Word for word, retype every line of the data.

Top of Source material

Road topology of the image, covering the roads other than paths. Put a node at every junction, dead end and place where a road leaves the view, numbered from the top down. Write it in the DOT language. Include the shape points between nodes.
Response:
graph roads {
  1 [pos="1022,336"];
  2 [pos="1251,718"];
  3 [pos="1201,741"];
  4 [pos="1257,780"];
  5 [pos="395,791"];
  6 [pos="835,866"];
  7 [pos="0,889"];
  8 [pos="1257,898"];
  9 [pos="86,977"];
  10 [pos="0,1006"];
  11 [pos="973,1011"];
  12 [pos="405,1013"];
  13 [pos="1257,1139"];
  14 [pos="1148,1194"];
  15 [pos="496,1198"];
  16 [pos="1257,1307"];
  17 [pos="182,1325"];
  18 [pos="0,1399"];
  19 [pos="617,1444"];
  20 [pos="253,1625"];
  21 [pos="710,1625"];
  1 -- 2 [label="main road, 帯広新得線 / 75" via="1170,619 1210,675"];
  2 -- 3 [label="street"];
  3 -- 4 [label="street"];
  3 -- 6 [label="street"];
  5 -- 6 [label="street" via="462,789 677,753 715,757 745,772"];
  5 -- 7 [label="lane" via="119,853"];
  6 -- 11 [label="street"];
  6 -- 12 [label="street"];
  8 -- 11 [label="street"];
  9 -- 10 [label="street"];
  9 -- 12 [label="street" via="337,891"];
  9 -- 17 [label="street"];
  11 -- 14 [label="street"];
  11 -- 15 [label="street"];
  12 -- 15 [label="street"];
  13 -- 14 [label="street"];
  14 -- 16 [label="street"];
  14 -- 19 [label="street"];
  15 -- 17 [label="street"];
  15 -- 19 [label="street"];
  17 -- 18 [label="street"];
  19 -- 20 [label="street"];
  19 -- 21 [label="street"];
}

Bottom of Source material

Solution to the exercise:
Road topology of the image, covering the roads other than paths. Put a node at every junction, dead end and place where a road leaves the view, numbered from the top down. Write it in the DOT language. Include the shape points between nodes.
Response:
graph roads {
  1 [pos="1022,336"];
  2 [pos="1251,718"];
  3 [pos="1201,741"];
  4 [pos="1257,780"];
  5 [pos="395,791"];
  6 [pos="835,866"];
  7 [pos="0,889"];
  8 [pos="1257,898"];
  9 [pos="86,977"];
  10 [pos="0,1006"];
  11 [pos="973,1011"];
  12 [pos="405,1013"];
  13 [pos="1257,1139"];
  14 [pos="1148,1194"];
  15 [pos="496,1198"];
  16 [pos="1257,1307"];
  17 [pos="182,1325"];
  18 [pos="0,1399"];
  19 [pos="617,1444"];
  20 [pos="253,1625"];
  21 [pos="710,1625"];
  1 -- 2 [label="main road, 帯広新得線 / 75" via="1170,619 1210,675"];
  2 -- 3 [label="street"];
  3 -- 4 [label="street"];
  3 -- 6 [label="street"];
  5 -- 6 [label="street" via="462,789 677,753 715,757 745,772"];
  5 -- 7 [label="lane" via="119,853"];
  6 -- 11 [label="street"];
  6 -- 12 [label="street"];
  8 -- 11 [label="street"];
  9 -- 10 [label="street"];
  9 -- 12 [label="street" via="337,891"];
  9 -- 17 [label="street"];
  11 -- 14 [label="street"];
  11 -- 15 [label="street"];
  12 -- 15 [label="street"];
  13 -- 14 [label="street"];
  14 -- 16 [label="street"];
  14 -- 19 [label="street"];
  15 -- 17 [label="street"];
  15 -- 19 [label="street"];
  17 -- 18 [label="street"];
  19 -- 20 [label="street"];
  19 -- 21 [label="street"];
}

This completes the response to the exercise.